CONFERENCES



19 juillet 2017 : conférence à deux voix de Patrick Poivre d'Arvor et Laurence Vanin, tous deux auteurs d'ouvrage sur Saint Exupéry


24 juillet 2016 : Conférence de Boris Crulnik  sur l'importance des héros dans la construction de l'enfant avec Laurence Vanin LE PRADET : La foule était nombreuse au parc Cravero pour écouter le célèbre psychiatre Boris Cyrulnik dans une conférence très instructive, animée par la philosophe Laurence Vanin. Le nombreux public, composés de petits et de grands, de personnes venues de loin, pour certaines venues de Nice, chacun a écouté avec beaucoup de solennité et d’attention le célèbre neuropsychiatre. Invité par l’association Lire sur le Sable et la Mairie du Pradet, dans le cadre de la fête du livre jeunesse dont il est le Parrain, Boris Cyrulnik est venu parler du rôle des héros avec la philosophe Laurence Vanin. 

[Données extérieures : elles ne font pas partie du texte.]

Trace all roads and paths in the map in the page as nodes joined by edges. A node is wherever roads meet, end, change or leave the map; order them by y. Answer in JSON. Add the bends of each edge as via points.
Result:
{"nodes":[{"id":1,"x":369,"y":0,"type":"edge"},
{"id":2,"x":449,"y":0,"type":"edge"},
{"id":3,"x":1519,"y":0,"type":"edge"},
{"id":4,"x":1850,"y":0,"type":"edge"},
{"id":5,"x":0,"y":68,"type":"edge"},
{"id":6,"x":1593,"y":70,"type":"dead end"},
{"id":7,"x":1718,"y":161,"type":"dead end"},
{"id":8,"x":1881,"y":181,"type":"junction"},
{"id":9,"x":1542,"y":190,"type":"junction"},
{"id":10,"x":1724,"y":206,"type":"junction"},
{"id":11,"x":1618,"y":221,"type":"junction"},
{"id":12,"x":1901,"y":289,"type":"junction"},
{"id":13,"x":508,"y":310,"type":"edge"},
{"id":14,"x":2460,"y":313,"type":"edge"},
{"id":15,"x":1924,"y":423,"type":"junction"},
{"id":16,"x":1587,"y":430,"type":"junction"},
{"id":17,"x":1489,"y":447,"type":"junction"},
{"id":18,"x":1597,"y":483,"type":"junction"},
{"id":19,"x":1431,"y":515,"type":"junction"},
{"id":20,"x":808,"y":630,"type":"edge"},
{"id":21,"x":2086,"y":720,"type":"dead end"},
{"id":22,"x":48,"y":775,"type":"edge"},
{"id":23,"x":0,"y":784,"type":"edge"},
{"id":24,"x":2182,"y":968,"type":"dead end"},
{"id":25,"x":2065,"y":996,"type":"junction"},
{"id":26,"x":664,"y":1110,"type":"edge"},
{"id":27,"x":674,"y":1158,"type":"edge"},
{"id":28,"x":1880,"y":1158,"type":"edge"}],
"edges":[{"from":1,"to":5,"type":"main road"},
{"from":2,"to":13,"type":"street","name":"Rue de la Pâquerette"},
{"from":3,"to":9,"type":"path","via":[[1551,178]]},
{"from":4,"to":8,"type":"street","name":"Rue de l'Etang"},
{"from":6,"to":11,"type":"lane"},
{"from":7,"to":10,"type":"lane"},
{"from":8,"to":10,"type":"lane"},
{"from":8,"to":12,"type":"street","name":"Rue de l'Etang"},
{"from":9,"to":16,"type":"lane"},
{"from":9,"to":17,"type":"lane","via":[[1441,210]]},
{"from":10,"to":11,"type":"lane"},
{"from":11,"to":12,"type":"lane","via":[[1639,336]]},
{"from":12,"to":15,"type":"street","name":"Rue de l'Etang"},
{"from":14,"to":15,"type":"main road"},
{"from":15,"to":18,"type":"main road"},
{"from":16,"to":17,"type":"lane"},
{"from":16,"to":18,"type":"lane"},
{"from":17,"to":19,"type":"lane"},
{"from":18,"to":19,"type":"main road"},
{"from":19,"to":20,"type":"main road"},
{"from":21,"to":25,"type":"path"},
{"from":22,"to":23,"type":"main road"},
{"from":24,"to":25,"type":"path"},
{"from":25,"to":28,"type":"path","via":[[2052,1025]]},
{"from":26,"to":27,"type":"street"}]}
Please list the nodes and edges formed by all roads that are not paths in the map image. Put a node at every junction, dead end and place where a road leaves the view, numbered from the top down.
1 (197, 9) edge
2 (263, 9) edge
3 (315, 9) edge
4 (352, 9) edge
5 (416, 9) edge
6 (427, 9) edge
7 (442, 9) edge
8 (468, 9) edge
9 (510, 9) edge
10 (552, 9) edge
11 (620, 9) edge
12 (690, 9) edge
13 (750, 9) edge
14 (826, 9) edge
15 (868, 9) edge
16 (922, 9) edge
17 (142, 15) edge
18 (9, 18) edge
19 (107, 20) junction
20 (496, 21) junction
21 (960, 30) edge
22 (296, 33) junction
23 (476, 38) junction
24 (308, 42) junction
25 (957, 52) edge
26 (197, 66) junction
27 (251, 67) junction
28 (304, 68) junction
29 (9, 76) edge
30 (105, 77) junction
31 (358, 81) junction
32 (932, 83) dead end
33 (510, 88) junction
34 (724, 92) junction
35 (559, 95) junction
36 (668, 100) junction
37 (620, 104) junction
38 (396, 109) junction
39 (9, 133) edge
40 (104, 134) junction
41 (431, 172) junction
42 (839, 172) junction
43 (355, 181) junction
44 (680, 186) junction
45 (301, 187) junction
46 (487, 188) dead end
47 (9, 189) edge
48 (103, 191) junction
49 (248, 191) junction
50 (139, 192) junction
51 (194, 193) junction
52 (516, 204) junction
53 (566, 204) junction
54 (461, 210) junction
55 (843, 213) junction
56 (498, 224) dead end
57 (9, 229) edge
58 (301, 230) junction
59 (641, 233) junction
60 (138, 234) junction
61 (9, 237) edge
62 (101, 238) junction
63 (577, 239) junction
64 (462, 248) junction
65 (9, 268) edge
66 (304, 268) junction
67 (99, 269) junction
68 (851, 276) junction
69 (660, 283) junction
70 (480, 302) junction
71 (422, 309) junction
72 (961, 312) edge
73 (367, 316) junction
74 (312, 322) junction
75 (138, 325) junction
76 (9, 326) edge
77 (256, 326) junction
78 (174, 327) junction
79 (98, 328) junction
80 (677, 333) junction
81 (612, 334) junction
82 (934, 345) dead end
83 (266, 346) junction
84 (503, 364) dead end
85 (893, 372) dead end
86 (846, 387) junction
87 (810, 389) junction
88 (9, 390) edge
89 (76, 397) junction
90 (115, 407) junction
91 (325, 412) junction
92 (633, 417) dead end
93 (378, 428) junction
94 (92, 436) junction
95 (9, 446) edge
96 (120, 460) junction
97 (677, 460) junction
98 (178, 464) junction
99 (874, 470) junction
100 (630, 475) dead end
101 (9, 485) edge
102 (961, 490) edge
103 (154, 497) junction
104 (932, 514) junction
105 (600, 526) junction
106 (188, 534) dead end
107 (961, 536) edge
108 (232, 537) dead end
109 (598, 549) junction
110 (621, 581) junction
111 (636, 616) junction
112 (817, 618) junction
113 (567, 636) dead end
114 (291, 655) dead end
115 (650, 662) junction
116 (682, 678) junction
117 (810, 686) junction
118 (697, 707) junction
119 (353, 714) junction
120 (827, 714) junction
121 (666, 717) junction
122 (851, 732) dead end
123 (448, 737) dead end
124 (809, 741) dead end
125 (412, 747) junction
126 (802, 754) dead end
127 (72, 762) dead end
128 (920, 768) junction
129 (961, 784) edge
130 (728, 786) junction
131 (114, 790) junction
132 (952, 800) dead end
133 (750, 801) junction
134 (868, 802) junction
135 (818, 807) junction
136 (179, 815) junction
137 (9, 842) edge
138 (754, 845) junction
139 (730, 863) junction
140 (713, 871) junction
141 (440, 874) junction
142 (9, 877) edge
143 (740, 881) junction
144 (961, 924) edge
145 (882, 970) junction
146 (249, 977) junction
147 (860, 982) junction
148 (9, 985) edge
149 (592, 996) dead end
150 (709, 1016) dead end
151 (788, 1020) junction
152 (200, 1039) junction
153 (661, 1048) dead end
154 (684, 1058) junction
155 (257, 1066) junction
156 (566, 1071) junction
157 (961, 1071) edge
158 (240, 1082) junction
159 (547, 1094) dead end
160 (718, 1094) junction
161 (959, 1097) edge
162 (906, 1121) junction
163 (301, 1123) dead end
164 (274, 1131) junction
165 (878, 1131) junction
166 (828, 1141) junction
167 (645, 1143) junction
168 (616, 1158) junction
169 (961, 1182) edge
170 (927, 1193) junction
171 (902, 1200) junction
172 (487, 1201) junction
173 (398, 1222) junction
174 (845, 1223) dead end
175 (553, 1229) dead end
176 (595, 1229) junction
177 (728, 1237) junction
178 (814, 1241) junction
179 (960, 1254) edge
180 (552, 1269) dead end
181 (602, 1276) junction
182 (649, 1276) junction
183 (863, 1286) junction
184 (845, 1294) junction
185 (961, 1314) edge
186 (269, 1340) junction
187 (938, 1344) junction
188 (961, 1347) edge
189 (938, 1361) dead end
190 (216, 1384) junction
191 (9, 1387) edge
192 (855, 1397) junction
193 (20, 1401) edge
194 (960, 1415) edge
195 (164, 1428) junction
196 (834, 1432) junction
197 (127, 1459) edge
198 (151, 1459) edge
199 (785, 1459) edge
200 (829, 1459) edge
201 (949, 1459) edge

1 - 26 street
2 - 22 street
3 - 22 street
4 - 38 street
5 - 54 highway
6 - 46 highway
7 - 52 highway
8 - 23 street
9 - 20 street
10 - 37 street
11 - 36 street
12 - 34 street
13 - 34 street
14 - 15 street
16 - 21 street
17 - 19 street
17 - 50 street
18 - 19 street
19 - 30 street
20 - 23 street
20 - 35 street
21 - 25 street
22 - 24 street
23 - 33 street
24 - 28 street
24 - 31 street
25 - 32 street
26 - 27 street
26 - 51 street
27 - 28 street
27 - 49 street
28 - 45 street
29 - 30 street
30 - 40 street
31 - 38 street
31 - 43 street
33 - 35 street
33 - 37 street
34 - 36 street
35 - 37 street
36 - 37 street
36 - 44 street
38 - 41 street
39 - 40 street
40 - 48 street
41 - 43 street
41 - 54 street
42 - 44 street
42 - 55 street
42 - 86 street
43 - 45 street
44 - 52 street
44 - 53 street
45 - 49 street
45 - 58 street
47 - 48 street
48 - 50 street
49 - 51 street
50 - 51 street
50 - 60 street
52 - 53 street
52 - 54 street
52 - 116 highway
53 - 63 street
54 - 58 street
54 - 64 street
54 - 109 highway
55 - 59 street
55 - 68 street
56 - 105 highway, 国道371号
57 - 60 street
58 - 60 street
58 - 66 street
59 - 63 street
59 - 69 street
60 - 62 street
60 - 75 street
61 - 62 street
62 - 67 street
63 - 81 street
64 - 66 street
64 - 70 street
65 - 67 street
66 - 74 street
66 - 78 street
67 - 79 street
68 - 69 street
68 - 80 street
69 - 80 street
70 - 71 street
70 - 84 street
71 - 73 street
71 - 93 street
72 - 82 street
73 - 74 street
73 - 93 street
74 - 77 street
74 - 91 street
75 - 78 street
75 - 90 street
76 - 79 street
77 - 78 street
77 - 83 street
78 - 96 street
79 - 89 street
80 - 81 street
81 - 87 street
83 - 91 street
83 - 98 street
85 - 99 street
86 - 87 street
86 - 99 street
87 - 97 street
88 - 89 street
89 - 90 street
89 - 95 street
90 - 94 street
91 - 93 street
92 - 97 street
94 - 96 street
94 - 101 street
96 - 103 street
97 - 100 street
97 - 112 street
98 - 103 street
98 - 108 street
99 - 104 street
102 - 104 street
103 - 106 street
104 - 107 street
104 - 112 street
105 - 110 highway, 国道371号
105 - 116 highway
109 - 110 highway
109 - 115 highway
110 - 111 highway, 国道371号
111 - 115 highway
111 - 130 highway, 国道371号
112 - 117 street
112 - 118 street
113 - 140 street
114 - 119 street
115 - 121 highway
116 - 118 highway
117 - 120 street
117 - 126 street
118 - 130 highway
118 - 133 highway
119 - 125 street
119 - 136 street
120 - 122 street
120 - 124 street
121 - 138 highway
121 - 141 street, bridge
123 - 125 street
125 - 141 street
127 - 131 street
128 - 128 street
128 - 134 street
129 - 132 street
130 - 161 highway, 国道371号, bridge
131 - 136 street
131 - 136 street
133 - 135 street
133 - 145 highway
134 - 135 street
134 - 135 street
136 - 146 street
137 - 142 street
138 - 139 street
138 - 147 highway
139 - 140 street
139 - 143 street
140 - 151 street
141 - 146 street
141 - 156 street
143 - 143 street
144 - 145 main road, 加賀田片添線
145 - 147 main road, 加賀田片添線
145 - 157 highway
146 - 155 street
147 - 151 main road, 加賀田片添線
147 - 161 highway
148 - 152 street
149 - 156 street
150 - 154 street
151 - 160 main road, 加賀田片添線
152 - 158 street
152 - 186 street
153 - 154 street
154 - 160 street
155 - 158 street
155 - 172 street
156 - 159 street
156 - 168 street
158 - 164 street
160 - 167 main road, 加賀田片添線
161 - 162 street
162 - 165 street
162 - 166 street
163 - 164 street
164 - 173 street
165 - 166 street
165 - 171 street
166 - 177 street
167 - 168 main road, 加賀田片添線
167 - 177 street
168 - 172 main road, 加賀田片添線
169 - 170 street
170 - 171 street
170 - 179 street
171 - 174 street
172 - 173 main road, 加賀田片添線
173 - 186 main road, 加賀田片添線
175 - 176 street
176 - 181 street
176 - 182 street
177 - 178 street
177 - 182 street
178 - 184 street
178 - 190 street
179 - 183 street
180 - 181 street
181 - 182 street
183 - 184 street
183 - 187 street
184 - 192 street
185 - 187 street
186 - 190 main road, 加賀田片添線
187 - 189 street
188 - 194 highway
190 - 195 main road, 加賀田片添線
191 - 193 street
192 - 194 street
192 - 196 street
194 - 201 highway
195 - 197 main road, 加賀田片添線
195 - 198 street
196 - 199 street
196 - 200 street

Dans son dernier livre, Ivres paradis, bonheurs héroïques (Odile Jacob), le psychiatre raconte comment le petit garçon qu’il était a commencé à surmonter la douleur et l’insécurité en lisant des histoires de héros. A l’époque, les héros n’étaient pas des sportifs, comme c’est le cas aujourd’hui. C’était Tarzan, Rémi (du roman Sans famille d’Hector Malot) ou encore Oliver Twist. C’est avec eux qu’il a appris à lire, lui qui n’avait pas le droit d’aller à l’école. « La vie est un champ de bataille où naissent les héros qui meurent pour que l’on vive. Un poids supplémentaire repose sur les épaules des sportifs d’élite d’aujourd’hui. Ils sont, expliquez-vous, investis d’une charge symbolique: celle d’être les héros de nos sociétés contemporaines. En temps de paix, nous avons besoin de héros éphémères, pour nous faire rêver et nous montrer le chemin. Des héros quotidiens qui nous éclairent, nous font rire, nous procurent des moments de gaieté. La définition du héros, c’est qu’il est un sauveur qui montre la voie, comme une étoile du berger. Ce rôle peut être tenu par Dimitri Payet ou Zidane. Ils sont légendaires, mais on les oubliera rapidement. Si les héros sont aujourd’hui éphémères, c’est pour moi la preuve que nous vivons en temps de paix et en démocratie ». 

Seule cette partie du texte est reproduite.